Dataset entries
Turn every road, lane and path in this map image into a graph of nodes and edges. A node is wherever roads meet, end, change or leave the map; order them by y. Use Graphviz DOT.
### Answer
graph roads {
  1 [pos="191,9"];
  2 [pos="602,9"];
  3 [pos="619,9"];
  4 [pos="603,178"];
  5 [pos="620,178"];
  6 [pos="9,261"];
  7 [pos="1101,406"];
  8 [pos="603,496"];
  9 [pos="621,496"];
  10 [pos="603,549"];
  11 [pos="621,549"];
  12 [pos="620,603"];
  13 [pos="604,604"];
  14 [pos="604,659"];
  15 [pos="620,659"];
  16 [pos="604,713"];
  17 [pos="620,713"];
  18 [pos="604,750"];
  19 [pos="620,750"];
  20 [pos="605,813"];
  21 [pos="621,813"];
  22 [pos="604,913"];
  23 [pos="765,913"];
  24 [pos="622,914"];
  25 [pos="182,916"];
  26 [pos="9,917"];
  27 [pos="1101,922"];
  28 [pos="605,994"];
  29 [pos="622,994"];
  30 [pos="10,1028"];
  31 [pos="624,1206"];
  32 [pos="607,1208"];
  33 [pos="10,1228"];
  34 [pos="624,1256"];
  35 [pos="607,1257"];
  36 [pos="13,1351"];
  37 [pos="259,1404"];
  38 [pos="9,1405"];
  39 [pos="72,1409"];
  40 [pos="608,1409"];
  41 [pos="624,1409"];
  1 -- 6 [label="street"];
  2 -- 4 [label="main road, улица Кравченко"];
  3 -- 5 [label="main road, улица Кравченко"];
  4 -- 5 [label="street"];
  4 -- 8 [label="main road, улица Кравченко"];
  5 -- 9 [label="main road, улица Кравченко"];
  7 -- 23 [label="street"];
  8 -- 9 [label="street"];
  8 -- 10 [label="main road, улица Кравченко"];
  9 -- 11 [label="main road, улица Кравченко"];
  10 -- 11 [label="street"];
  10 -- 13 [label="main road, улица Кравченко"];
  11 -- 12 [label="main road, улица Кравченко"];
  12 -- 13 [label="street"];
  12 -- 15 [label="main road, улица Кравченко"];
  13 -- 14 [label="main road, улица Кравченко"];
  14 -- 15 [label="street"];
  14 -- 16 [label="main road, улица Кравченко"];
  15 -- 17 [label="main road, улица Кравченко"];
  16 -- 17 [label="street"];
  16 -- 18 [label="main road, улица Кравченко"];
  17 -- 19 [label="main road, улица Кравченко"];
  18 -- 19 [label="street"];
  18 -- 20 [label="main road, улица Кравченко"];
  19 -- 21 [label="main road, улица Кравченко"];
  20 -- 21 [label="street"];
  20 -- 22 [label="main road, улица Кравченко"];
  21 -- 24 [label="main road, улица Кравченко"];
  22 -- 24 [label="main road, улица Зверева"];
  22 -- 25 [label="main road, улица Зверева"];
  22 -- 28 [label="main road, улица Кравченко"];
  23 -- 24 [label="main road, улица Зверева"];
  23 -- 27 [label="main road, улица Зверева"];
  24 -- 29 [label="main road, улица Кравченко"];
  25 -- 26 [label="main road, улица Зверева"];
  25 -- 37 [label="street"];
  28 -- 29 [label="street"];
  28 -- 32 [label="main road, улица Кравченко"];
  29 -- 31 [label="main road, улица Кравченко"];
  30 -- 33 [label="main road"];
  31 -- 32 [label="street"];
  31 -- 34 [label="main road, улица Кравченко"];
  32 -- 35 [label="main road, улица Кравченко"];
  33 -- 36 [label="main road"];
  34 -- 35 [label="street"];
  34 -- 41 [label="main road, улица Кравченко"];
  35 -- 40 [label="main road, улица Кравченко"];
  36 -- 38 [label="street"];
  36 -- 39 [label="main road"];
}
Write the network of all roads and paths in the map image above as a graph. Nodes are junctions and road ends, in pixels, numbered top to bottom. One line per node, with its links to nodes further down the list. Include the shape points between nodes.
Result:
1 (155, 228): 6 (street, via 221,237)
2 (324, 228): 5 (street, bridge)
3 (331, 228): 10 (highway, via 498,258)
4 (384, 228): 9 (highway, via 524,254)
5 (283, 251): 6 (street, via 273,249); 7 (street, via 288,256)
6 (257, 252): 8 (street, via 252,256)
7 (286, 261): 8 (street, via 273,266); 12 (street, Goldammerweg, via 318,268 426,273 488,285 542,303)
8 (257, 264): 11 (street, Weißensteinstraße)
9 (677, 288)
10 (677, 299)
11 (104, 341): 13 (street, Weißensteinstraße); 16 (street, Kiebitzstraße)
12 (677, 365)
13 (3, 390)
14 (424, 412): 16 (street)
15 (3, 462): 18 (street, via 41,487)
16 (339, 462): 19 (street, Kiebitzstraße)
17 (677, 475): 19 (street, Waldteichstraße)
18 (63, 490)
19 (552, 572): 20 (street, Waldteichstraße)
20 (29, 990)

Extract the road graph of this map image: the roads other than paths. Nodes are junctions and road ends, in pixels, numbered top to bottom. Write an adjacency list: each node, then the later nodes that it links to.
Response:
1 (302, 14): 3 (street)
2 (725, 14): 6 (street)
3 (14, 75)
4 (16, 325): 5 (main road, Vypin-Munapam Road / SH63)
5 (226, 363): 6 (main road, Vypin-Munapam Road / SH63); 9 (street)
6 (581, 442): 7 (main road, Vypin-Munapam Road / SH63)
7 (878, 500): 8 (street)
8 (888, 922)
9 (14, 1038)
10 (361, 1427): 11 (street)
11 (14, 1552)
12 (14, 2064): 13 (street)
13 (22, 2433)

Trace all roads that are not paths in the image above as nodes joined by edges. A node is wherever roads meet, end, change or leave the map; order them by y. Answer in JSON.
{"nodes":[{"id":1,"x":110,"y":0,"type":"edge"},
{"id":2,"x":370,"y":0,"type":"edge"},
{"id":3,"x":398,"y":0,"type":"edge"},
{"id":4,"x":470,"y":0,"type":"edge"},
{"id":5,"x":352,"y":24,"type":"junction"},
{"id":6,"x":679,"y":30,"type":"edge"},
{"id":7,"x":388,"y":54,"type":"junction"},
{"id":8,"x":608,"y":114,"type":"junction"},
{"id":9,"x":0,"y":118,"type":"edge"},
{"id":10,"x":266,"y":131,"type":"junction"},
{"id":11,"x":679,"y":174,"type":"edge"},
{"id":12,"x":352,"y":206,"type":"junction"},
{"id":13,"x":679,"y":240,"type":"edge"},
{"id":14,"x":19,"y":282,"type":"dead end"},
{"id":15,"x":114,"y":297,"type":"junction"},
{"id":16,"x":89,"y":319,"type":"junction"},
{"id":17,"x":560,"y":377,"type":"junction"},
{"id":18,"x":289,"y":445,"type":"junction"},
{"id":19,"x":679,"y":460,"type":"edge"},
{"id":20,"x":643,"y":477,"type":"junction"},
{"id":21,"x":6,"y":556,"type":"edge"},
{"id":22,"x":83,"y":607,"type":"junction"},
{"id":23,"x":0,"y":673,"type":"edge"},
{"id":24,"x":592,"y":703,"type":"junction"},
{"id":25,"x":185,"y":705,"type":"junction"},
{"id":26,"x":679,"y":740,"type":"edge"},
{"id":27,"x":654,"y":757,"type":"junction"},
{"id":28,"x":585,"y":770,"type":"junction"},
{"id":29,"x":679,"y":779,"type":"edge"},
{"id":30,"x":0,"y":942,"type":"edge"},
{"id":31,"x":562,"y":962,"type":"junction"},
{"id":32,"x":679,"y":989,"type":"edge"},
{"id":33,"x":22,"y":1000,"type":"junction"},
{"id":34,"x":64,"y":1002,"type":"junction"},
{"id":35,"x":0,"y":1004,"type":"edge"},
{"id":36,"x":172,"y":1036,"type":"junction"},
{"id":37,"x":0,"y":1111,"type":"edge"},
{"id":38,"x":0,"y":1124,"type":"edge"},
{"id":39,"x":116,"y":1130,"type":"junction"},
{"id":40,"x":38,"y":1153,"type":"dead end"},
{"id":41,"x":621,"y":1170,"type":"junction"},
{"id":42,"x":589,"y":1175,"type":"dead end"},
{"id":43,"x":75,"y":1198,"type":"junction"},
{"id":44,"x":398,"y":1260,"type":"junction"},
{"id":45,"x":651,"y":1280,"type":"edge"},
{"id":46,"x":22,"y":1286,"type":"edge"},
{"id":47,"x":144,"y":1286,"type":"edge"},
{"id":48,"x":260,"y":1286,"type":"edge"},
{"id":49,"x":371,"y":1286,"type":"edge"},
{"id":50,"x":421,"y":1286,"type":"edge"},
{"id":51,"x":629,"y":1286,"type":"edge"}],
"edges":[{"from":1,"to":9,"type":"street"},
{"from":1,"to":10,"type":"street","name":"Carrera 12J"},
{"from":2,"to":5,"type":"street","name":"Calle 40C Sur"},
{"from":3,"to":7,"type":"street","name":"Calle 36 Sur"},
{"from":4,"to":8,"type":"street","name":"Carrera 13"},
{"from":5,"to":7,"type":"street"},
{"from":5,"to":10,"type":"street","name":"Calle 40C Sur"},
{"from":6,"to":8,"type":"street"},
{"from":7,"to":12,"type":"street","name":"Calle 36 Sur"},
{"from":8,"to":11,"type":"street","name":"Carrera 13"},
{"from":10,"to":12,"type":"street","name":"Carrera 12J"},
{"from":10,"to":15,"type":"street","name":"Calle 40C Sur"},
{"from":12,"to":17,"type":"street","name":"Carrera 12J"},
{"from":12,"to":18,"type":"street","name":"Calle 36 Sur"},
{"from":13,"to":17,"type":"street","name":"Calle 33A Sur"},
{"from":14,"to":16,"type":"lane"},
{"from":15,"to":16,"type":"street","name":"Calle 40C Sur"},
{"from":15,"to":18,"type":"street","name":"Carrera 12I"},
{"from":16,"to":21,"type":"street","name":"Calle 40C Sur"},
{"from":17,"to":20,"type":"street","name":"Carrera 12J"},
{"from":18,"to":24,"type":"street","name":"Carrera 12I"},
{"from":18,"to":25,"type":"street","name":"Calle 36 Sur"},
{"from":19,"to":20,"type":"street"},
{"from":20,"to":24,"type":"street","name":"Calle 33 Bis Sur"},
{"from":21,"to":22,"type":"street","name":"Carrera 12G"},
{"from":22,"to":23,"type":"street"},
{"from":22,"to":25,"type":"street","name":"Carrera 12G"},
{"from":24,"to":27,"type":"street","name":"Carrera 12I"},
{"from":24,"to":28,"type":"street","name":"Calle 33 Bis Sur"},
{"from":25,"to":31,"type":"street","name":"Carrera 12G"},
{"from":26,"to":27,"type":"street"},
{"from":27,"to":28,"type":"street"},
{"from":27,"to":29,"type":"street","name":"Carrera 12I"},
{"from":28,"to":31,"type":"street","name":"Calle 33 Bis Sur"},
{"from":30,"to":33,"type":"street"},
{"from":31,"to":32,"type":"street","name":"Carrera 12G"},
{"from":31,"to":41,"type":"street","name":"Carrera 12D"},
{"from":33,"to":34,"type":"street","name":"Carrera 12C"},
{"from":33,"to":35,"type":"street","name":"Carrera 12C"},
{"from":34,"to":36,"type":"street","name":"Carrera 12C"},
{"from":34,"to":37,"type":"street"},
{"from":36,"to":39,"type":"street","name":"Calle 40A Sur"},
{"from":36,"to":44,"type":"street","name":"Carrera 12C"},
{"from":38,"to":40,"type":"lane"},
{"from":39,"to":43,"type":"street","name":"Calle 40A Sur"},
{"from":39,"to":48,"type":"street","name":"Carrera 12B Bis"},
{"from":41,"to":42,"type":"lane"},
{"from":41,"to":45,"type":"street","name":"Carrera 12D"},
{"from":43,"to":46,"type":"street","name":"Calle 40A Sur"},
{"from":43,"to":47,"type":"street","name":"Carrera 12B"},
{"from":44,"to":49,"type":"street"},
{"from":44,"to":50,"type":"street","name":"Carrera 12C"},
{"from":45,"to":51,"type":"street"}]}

Work instruction
Check each line of the entries above, and show every one holding the word "Vypin".

Reply to the exercise
4 (16, 325): 5 (main road, Vypin-Munapam Road / SH63)
5 (226, 363): 6 (main road, Vypin-Munapam Road / SH63); 9 (street)
6 (581, 442): 7 (main road, Vypin-Munapam Road / SH63)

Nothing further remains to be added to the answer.